_INSTRUCTIONS TO FOLLOW_.
Write out each line of the records that has "image" in it.

_LISTED ENTRIES_.
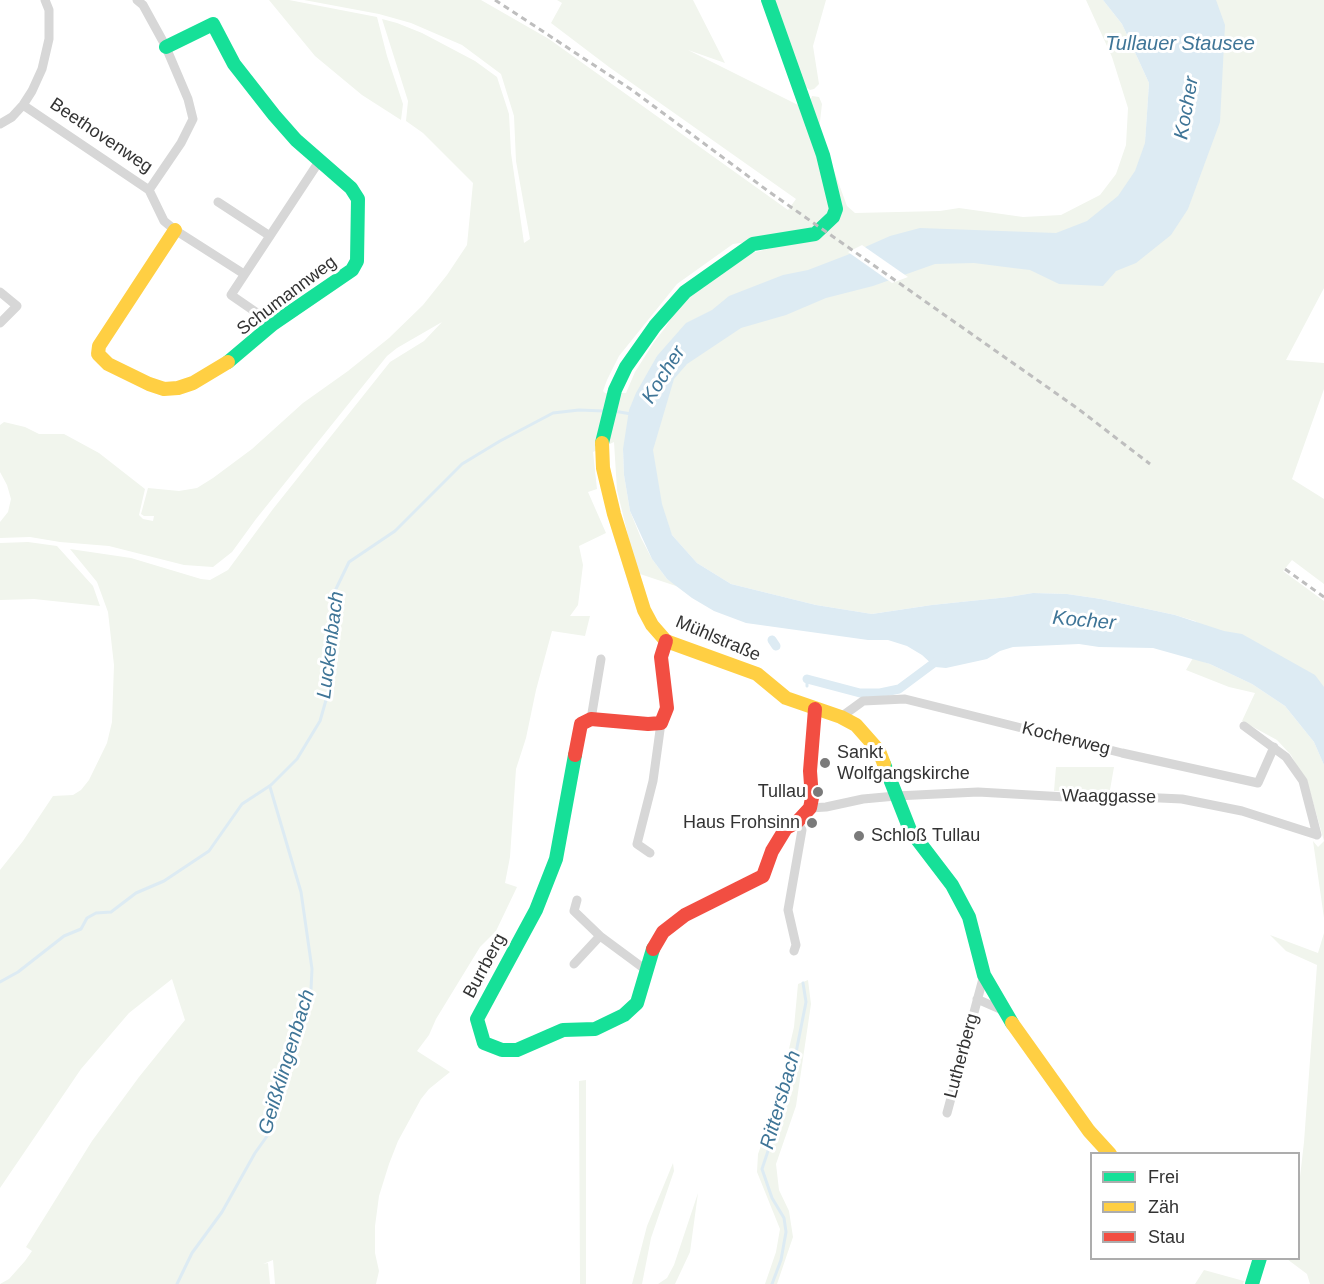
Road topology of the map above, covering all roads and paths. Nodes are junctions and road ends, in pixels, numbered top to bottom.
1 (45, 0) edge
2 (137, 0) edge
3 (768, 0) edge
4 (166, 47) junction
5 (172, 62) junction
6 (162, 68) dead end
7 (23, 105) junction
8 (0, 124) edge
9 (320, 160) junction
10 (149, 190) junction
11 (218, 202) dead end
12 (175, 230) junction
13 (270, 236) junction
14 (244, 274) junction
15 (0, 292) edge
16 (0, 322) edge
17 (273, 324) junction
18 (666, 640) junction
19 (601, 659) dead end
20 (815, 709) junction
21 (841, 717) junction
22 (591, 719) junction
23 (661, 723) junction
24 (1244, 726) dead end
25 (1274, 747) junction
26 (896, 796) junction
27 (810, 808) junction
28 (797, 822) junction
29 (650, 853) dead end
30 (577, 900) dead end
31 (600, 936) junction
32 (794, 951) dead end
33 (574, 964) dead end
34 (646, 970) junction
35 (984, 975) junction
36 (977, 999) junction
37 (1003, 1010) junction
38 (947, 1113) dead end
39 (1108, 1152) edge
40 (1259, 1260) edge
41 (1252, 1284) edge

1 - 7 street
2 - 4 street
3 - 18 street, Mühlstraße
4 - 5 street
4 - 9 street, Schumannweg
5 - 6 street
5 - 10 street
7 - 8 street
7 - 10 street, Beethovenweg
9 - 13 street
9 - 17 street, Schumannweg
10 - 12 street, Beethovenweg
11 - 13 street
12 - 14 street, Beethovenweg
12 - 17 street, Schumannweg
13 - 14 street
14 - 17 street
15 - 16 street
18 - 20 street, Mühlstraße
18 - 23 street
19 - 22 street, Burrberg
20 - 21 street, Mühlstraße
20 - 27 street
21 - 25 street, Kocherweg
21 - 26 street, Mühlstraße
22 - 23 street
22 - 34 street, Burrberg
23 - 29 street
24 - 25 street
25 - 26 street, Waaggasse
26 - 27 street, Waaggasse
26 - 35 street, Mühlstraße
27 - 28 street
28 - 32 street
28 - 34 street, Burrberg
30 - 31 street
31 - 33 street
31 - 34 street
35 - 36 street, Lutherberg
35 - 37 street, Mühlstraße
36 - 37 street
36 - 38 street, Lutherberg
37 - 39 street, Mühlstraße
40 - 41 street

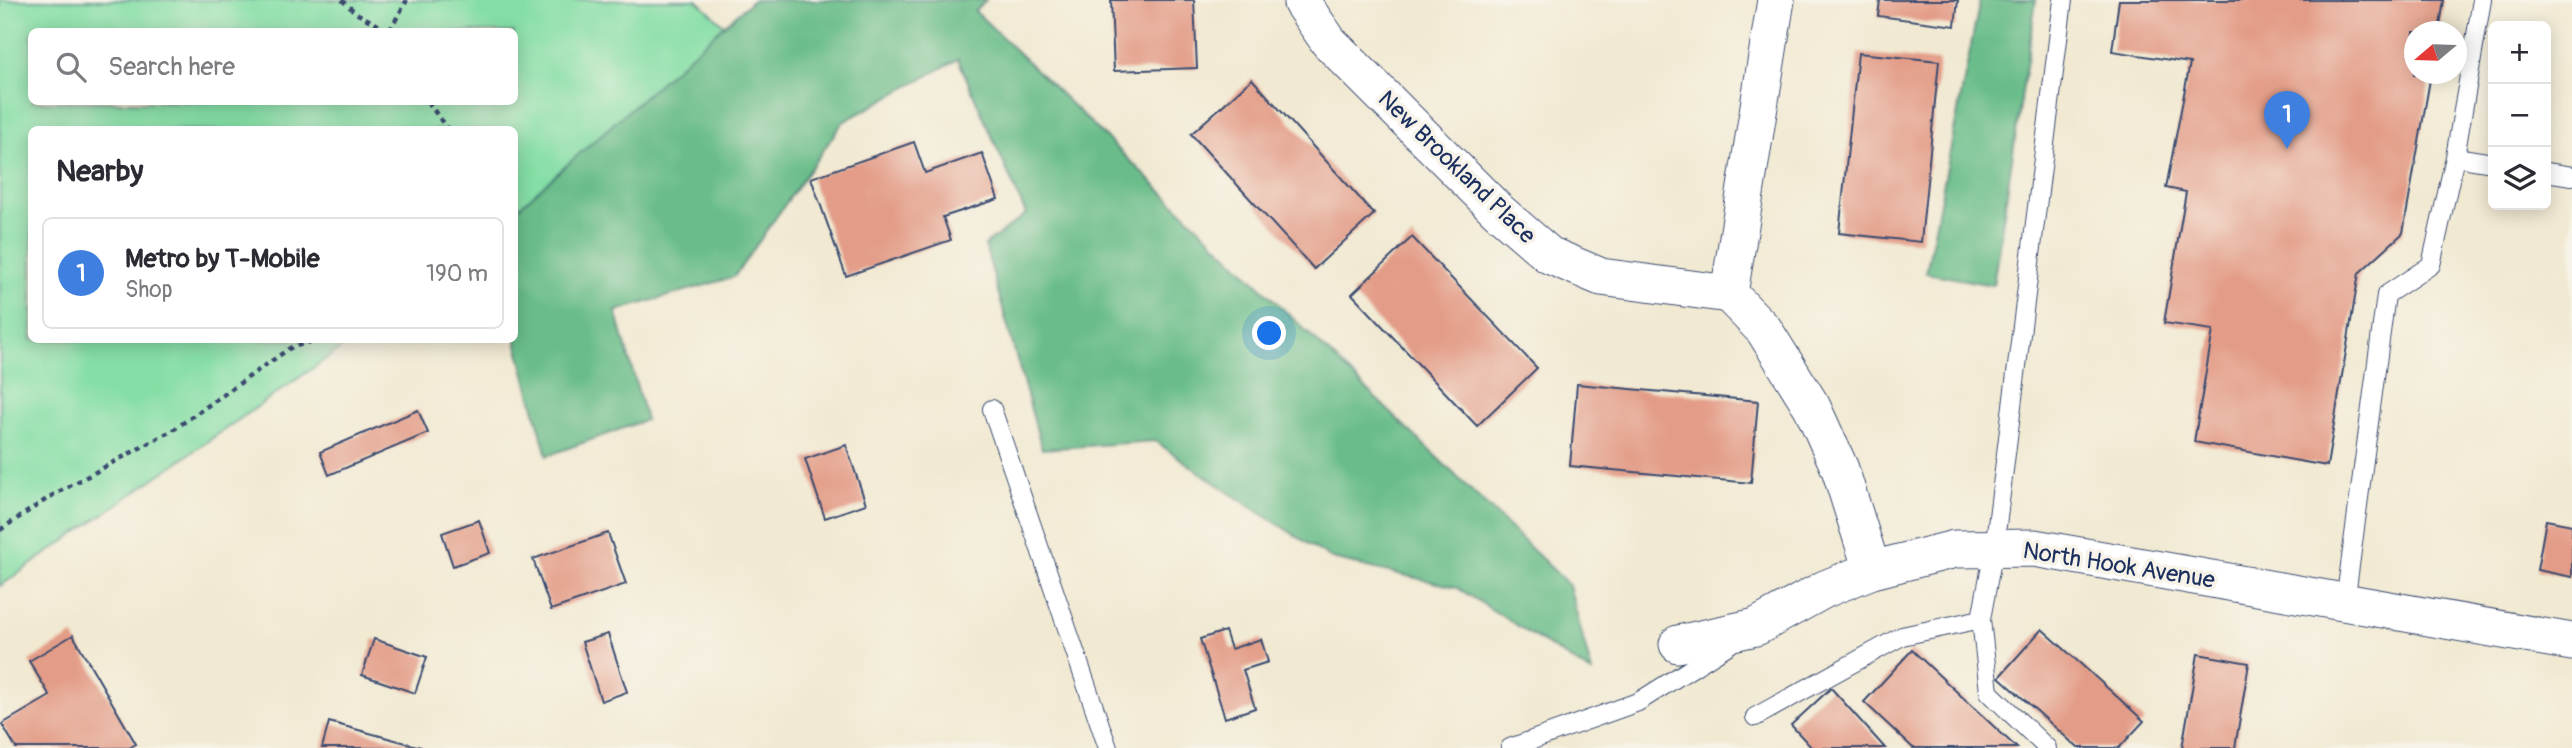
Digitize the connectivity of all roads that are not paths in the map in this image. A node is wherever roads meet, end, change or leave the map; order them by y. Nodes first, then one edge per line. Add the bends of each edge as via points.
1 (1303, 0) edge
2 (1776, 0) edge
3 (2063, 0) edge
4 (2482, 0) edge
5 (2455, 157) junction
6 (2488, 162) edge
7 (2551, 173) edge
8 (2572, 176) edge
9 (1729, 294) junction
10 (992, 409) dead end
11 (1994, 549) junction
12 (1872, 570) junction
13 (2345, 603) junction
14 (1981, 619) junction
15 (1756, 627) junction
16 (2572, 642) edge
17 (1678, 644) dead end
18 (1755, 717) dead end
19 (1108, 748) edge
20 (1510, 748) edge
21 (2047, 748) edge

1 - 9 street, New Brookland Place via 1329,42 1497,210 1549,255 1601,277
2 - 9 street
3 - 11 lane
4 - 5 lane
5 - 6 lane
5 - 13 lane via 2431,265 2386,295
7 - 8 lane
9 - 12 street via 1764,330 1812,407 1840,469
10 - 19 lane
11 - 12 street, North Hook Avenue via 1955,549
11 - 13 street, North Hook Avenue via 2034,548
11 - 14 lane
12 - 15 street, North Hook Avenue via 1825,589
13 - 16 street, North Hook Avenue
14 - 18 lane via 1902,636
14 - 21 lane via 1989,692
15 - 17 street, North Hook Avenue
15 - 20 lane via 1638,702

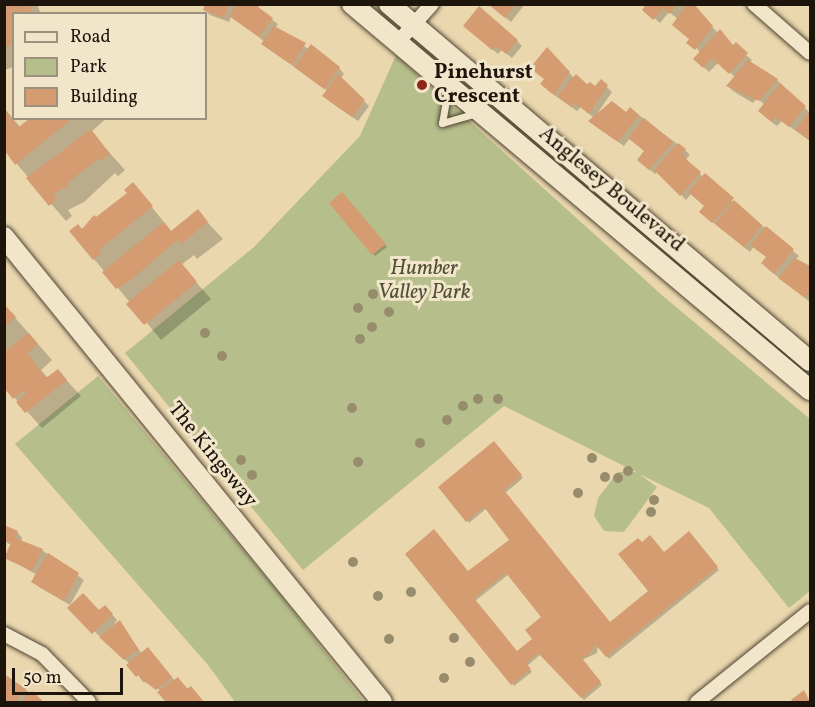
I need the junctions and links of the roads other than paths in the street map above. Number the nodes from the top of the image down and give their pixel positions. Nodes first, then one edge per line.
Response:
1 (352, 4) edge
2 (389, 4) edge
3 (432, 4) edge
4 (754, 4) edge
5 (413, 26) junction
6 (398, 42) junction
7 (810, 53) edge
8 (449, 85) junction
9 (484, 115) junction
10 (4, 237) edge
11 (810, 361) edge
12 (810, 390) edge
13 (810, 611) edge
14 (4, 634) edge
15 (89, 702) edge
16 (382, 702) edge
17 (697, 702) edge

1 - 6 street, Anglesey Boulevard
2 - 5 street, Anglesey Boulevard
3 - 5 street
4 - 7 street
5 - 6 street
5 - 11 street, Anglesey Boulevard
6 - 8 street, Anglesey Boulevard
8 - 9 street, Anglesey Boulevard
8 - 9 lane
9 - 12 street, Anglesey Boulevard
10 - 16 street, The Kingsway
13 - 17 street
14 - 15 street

_SOLVED PROBLEM_.
Digitize the connectivity of all roads that are not paths in the map in this image. A node is wherever roads meet, end, change or leave the map; order them by y. Nodes first, then one edge per line. Add the bends of each edge as via points.
I need the junctions and links of the roads other than paths in the street map above. Number the nodes from the top of the image down and give their pixel positions. Nodes first, then one edge per line.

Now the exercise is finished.